Erin abrió los ojos de par en par por primera vez.
—¿Qué?
Entonces noté una fuerza insólita surgiendo de mis entrañas. Unas tremendas ganas de llorar. Llevaba muchos días, demasiados, cargando con todo. Me senté en el suelo y traté de comerme las lágrimas. Los hombres no lloran y todo eso. Lo llevamos programado en alguna parte.
—He ido a Cantabria… Eso es lo que estaba haciendo esta tarde. He ido a un lugar donde se suponía que Félix guardaba todos sus secretos. Quería intentar saber algo… Solo quiero poder defenderme, Erin. Defenderme…
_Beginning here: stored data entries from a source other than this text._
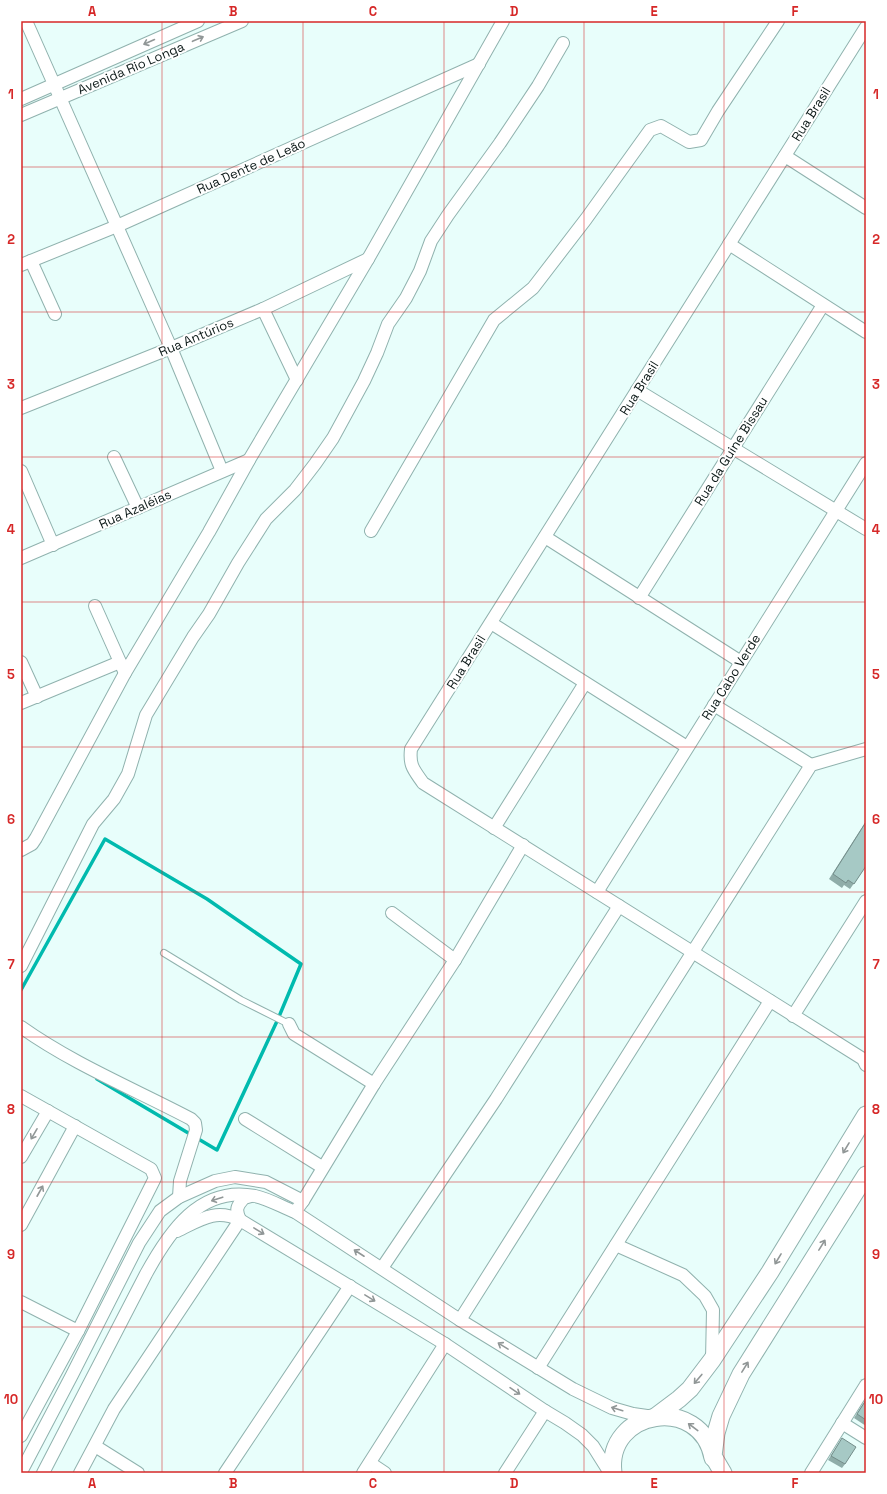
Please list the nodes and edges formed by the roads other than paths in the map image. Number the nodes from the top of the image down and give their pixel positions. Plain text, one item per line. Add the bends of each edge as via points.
1 (26, 21) edge
2 (198, 21) edge
3 (242, 21) edge
4 (503, 21) edge
5 (778, 21) edge
6 (866, 27) edge
7 (862, 41) edge
8 (563, 43) dead end
9 (479, 64) junction
10 (53, 85) junction
11 (60, 98) junction
12 (21, 99) edge
13 (21, 115) edge
14 (785, 156) junction
15 (866, 208) edge
16 (117, 226) junction
17 (729, 244) junction
18 (368, 259) junction
19 (26, 263) edge
20 (823, 305) junction
21 (263, 309) junction
22 (55, 314) dead end
23 (866, 332) edge
24 (171, 348) junction
25 (297, 380) junction
26 (637, 390) junction
27 (21, 408) edge
28 (733, 449) junction
29 (114, 457) dead end
30 (249, 460) junction
31 (866, 463) edge
32 (21, 471) edge
33 (222, 471) junction
34 (138, 508) junction
35 (836, 511) junction
36 (866, 529) edge
37 (371, 531) dead end
38 (545, 537) junction
39 (53, 545) junction
40 (21, 558) edge
41 (639, 598) junction
42 (95, 606) dead end
43 (491, 623) junction
44 (21, 662) edge
45 (120, 662) junction
46 (741, 662) junction
47 (125, 673) junction
48 (585, 683) junction
49 (37, 697) junction
50 (21, 703) edge
51 (714, 705) junction
52 (687, 748) junction
53 (866, 749) edge
54 (811, 765) junction
55 (494, 828) junction
56 (523, 845) junction
57 (21, 850) edge
58 (597, 892) junction
59 (866, 901) edge
60 (618, 906) junction
61 (392, 913) dead end
62 (693, 952) junction
63 (164, 953) dead end
64 (455, 960) junction
65 (21, 966) edge
66 (770, 1001) junction
67 (793, 1016) junction
68 (286, 1023) joint
69 (21, 1027) edge
70 (865, 1061) edge
71 (374, 1084) junction
72 (21, 1096) edge
73 (48, 1111) junction
74 (866, 1115) edge
75 (246, 1119) dead end
76 (75, 1126) junction
77 (21, 1157) edge
78 (322, 1167) junction
79 (866, 1175) edge
80 (254, 1196) junction
81 (180, 1197) junction
82 (303, 1201) junction
83 (26, 1205) edge
84 (295, 1212) junction
85 (240, 1220) junction
86 (21, 1225) edge
87 (172, 1233) junction
88 (616, 1245) junction
89 (382, 1268) junction
90 (350, 1286) junction
91 (21, 1302) edge
92 (460, 1320) junction
93 (78, 1330) junction
94 (445, 1344) junction
95 (712, 1360) junction
96 (538, 1368) junction
97 (866, 1384) edge
98 (545, 1411) junction
99 (655, 1417) junction
100 (842, 1423) junction
101 (21, 1436) edge
102 (866, 1438) edge
103 (95, 1446) junction
104 (713, 1456) junction
105 (366, 1468) edge
106 (21, 1472) edge
107 (229, 1472) edge
108 (43, 1473) edge
109 (80, 1473) edge
110 (138, 1473) edge
111 (385, 1473) edge
112 (505, 1473) edge
113 (610, 1473) edge
114 (613, 1473) edge
115 (713, 1473) edge
116 (723, 1473) edge
117 (811, 1473) edge

1 - 10 street
2 -> 10 street, Avenida Rio Longa
11 -> 3 street, Avenida Rio Longa
4 - 9 street
5 - 37 street via 701,140 689,142 661,126 650,130 533,288 494,320
6 - 7 street, Rua Brasil
7 - 14 street, Rua Brasil
8 - 65 street via 500,143 431,241 420,271 388,324 364,381 333,438 295,490 266,519 146,715 128,774 114,799 93,824
9 - 16 street, Rua Dente de Leão
9 - 18 street
10 - 11 street
10 - 12 street, Avenida Rio Longa
11 - 13 street, Avenida Rio Longa
11 - 16 street
14 - 15 street
14 - 17 street, Rua Brasil
16 - 19 street, Rua Dente de Leão
16 - 24 street
17 - 20 street
17 - 26 street, Rua Brasil
18 - 21 street, Rua Antúrios
18 - 25 street
19 - 22 street
20 - 23 street
20 - 28 street, Rua da Guine Bissau
21 - 24 street, Rua Antúrios
21 - 25 street
24 - 27 street, Rua Antúrios
24 - 33 street
25 - 30 street
26 - 28 street
26 - 38 street, Rua Brasil
28 - 35 street
28 - 41 street, Rua da Guine Bissau
29 - 34 street
30 - 33 street, Rua Azaléias
30 - 47 street
31 - 35 street, Rua Cabo Verde
32 - 39 street
33 - 34 street, Rua Azaléias
34 - 39 street, Rua Azaléias
35 - 36 street
35 - 46 street, Rua Cabo Verde
38 - 41 street
38 - 43 street, Rua Brasil
39 - 40 street, Rua Azaléias
41 - 46 street
42 - 45 street
43 - 48 street
43 - 55 street, Rua Brasil via 412,749 410,760 424,783
44 - 49 street
45 - 47 street
45 - 49 street
46 - 51 street, Rua Cabo Verde
47 - 57 street via 36,838 32,844
48 - 52 street
48 - 55 street
49 - 50 street
51 - 52 street, Rua Cabo Verde
51 - 54 street
52 - 58 street, Rua Cabo Verde
53 - 54 street
54 - 62 street
55 - 56 street
56 - 58 street
56 - 64 street
58 - 60 street
59 - 67 street
60 - 62 street
60 - 89 street via 496,1098
61 - 64 street
62 - 66 street
62 - 92 street
63 - 68 lane via 241,1000
64 - 71 street
66 - 67 street
66 - 88 street
67 - 70 street
68 - 71 street via 294,1034
69 - 81 street via 86,1066 195,1123 196,1130 180,1180
71 - 78 street
72 - 73 street
73 - 76 street
73 -> 77 street
74 -> 95 street via 770,1272
75 - 78 street
83 -> 76 street
76 - 93 street via 151,1169 155,1178
78 - 82 street
104 -> 79 street via 721,1416 734,1388
80 - 84 street
80 - 85 street via 244,1198 238,1205 236,1213
80 -> 87 street via 234,1194 217,1198 188,1215
81 - 82 street via 215,1181 235,1178 266,1182
81 - 106 street via 160,1211 139,1243
82 - 84 street
83 - 86 street
89 -> 84 street
85 - 87 street via 230,1215 218,1214
85 -> 90 street
85 - 103 street via 114,1409
87 - 108 street via 149,1269
88 - 95 street via 683,1275 705,1296 713,1310
88 - 96 street
89 - 92 street
90 -> 94 street
90 - 107 street
91 - 93 street
96 -> 92 street
93 - 101 street
94 -> 98 street
94 - 105 street
95 -> 99 street via 690,1389
99 -> 96 street via 612,1408
97 - 100 street
98 - 112 street
98 - 113 street via 582,1435
104 -> 99 street via 707,1441 685,1421
99 - 114 street via 641,1421 620,1440 614,1452
100 - 102 street
100 - 117 street
103 - 109 street
103 - 110 street
104 - 115 street
104 - 116 street
105 - 111 street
Ella se acercó a mí y noté que me colocaba una manta sobre los hombros.
—Toma, ponte esto… Estás tiritando.
—… alguien ha debido de seguirme —seguí diciendo, como un autómata—. Ha quemado la roulotte… y después me ha montado en mi furgoneta. Ha intentado matarme…
—Pero ¿quién?
—No lo sé… No he podido verlo. Pero estoy seguro de que es la misma persona que mató a Félix y me golpeó a mí. Alguien que quería que Félix desapareciera. Alguien que tenía miedo de que sus secretos salieran a la luz.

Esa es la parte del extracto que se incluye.